The service was held on 4 February 1708 in the Marienkirche, the town's largest church. The score indicates that Bach deployed his musicians in different locations in the building. He composed another cantata for the occasion the following year, but it is lost.

=== Theme ===
The text centres on Psalm 74, with additional material drawn from the 2 Samuel, Genesis, and Deuteronomy. Unusual for Bach's early cantatas, some contemporary unknown poet added free text that makes reference to the "new regiment" of office bearers and the Holy Roman Emperor and King of Germany, Joseph I, as Mühlhausen was an Imperial free city, thus subject immediately to the emperor.

There are three quotations from Psalm 74:
- Verse 12: "Gott ist mein König von Alters her, der alle Hülffe thut, so auf Erden geschicht." ("God is my Sovereign since ancient days, who all salvation brings which on earth may be found." – ASV version: "Yet God is my King of old, Working salvation in the midst of the earth.")
- Verses 16–17: "Tag und Nacht ist dein. Du machest, daß beyde Sonn und Gestirn ihren gewissen Lauf haben. Du setzest einem jeglichen Lande seine Gräntze." ("Day and night are Yours. You have seen to it that both sun and planets have their certain courses. You set borders to every land." – ASV: "The day is thine, the night also is thine: Thou hast prepared the light and the sun. Thou hast set all the borders of the earth.")
- Verse 19: "Du wollest dem Feinde nicht geben die Seele deiner Turteltauben." ("You would not give the soul of Your turtledove to the enemy." – ASV: "Oh deliver not the soul of thy turtle-dove unto the wild beast.")

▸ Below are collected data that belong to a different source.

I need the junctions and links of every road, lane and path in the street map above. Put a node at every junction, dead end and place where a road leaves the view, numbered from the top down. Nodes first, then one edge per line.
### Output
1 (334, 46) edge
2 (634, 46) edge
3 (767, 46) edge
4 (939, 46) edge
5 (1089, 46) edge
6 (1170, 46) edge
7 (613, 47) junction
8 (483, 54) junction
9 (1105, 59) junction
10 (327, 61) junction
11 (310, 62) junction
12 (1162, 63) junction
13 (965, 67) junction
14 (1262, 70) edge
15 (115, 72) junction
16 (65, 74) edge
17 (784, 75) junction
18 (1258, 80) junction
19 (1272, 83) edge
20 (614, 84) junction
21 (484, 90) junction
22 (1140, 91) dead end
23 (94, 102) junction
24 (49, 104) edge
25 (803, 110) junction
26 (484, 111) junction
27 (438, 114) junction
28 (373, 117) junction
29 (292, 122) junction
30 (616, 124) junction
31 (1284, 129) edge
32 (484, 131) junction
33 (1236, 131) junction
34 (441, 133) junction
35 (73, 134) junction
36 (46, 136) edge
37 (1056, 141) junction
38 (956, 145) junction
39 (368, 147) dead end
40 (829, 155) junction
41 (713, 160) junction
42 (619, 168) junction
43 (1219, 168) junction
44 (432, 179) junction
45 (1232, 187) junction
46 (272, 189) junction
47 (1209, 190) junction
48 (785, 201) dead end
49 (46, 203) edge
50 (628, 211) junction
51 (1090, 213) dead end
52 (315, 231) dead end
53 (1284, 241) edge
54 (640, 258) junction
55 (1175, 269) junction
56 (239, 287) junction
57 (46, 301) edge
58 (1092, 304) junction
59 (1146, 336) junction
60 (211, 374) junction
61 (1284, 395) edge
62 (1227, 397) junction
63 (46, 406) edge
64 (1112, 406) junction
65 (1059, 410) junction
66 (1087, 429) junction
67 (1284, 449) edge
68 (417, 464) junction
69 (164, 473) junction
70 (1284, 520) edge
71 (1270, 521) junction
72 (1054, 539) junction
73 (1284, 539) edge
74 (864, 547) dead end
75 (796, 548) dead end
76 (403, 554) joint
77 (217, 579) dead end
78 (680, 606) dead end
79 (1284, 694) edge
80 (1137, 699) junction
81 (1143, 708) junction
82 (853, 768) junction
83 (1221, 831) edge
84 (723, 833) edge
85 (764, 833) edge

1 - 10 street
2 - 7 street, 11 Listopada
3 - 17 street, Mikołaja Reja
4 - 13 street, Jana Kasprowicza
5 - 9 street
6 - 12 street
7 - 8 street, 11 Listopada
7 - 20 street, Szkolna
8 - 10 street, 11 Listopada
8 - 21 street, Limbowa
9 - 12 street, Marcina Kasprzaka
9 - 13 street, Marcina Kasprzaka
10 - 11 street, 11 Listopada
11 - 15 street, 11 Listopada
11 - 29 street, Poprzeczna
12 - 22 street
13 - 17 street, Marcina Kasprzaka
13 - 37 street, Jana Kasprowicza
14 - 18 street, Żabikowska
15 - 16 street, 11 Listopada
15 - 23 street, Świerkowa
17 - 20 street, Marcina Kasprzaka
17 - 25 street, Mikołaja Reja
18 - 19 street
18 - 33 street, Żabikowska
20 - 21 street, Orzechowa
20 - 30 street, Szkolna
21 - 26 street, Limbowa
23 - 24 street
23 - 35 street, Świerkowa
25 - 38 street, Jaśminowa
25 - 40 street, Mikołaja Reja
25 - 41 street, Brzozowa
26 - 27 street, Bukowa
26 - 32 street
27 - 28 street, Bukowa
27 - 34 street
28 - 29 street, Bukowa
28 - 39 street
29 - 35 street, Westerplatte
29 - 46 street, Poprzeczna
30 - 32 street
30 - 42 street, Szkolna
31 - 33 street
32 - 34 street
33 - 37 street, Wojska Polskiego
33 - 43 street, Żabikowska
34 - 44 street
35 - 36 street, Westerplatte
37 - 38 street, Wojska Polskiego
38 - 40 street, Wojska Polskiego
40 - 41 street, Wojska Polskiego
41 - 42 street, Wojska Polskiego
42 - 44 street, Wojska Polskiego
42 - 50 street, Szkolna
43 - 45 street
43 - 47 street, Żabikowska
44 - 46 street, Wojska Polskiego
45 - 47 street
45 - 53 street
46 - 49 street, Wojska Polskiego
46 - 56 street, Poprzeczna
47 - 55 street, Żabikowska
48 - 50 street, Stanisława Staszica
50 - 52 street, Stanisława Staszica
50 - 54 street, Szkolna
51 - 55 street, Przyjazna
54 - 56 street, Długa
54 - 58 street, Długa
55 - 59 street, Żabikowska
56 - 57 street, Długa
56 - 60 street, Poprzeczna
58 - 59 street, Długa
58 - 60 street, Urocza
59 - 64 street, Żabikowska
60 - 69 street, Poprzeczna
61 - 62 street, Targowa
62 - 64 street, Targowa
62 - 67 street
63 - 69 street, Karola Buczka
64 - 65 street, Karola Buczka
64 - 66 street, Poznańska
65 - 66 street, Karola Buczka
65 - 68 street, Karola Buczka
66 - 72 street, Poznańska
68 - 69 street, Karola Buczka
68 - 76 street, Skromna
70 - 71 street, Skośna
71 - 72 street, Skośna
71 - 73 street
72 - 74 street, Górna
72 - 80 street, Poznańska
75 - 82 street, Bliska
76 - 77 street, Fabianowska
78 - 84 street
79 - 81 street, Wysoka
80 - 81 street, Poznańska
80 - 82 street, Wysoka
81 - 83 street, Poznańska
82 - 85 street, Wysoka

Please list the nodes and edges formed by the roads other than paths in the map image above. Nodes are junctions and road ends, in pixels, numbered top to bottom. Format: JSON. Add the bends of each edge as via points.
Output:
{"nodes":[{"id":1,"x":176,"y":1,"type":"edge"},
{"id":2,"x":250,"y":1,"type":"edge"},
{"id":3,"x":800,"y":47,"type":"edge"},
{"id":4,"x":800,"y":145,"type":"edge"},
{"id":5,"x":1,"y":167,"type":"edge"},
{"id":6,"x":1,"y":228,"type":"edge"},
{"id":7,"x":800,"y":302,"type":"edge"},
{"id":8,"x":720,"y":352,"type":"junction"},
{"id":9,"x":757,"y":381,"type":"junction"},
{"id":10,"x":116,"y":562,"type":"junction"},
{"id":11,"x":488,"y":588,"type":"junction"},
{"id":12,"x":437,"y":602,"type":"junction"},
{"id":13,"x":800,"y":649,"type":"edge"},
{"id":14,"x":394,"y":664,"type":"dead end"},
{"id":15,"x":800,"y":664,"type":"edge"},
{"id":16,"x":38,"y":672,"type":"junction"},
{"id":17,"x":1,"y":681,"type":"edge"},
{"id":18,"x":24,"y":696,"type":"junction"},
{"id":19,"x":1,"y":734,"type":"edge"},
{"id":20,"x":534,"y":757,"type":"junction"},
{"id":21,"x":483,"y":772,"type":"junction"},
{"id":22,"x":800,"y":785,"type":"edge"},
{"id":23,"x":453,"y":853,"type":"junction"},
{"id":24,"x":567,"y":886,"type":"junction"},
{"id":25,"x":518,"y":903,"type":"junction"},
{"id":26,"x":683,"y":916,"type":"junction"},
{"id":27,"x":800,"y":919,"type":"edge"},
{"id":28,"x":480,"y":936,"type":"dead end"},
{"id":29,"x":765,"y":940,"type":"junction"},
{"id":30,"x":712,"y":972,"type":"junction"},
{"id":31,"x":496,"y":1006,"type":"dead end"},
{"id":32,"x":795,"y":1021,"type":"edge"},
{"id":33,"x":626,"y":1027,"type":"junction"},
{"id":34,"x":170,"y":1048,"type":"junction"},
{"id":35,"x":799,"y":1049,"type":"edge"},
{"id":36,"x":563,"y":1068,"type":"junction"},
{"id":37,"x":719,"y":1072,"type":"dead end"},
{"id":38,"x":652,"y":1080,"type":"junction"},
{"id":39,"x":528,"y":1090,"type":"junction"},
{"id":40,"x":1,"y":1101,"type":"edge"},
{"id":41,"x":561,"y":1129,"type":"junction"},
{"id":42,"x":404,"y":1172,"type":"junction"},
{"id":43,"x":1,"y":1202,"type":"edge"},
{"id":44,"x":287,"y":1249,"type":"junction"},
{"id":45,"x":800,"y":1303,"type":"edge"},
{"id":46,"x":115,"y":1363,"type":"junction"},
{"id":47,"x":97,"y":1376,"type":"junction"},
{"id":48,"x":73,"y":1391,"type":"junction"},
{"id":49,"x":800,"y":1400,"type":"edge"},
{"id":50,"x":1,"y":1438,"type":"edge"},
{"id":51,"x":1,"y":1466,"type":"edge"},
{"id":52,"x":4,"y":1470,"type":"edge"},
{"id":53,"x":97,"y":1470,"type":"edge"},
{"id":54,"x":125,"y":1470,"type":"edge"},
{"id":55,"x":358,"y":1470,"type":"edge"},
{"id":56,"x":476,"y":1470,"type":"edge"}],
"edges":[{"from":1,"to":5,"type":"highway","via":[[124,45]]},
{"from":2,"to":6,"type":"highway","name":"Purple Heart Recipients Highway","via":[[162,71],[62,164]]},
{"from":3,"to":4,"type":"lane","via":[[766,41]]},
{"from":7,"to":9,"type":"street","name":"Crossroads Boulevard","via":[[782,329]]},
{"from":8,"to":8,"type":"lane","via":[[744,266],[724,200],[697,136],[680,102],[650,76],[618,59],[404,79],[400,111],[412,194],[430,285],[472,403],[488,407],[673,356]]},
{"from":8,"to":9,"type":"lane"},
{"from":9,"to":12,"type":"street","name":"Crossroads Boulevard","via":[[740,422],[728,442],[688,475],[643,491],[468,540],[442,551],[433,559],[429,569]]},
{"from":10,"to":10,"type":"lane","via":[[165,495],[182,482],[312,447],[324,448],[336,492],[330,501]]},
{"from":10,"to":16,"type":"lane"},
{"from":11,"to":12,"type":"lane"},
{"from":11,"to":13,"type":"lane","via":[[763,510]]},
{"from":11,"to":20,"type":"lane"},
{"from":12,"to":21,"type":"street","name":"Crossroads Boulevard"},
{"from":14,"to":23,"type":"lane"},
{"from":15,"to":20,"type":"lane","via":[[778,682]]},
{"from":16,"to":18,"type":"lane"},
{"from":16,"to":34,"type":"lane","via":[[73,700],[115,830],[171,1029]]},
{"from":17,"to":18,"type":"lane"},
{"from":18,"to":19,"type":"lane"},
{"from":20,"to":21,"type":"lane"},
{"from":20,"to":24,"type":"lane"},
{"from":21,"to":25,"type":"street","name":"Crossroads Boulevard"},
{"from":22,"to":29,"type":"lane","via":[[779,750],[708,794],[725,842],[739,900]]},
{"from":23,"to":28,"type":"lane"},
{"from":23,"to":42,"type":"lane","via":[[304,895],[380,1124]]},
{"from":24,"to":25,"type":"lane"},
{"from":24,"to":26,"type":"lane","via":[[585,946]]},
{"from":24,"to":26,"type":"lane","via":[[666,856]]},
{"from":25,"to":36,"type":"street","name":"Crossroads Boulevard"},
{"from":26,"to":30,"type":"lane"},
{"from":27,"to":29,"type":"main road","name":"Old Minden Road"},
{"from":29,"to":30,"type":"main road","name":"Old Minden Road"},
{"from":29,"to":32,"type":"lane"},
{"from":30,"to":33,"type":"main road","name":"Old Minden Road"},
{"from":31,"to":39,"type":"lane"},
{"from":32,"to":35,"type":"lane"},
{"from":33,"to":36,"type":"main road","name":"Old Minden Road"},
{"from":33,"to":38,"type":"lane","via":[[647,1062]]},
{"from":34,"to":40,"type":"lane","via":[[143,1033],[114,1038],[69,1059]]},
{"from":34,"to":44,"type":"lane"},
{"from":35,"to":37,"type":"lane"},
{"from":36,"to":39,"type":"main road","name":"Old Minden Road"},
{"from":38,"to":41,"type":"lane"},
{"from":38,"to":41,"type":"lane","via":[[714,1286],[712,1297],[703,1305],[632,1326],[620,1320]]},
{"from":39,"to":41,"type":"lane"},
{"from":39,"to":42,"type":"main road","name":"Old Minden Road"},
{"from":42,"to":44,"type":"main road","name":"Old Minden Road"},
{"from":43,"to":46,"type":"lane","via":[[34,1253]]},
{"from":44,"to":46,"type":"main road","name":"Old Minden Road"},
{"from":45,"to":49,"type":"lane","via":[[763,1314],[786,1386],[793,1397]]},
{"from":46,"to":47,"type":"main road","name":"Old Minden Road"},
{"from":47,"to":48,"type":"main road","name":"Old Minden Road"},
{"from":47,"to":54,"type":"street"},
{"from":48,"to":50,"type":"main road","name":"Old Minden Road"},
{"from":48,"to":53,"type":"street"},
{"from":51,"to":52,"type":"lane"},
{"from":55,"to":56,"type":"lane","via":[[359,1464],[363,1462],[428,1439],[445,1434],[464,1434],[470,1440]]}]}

It has been suggested that these themes include a number of distinct allusions of relevance to the inhabitants of Mühlhausen. First, the reference to Psalm 74 in general, and the inclusion of verse 19 in the cantata may be making an oblique reference, accessible to contemporary audiences, to the fire of May 1707 which had destroyed parts of the city. The importance of "borders" may be an allusion to the threat to the city's independence posed by the military campaigns of Charles XII.

Movement 2 combines three texts, two biblical verses and stanza 6 from Johann Heermann's hymn "O Gott, du frommer Gott", which all make reference to old age. An older view suggested this was likely a reference to the septuagenarian Conrad Meckbach, a member of the city council who was connected to Bach. More recent research lead to thinking that it likely refers to Adolf Strecker, the former mayor who had just left office aged 83 years, since "details of his public and private life match extremely well with the texts chosen for the cantata, and it seems likely that hearers would have recognized Strecker in them".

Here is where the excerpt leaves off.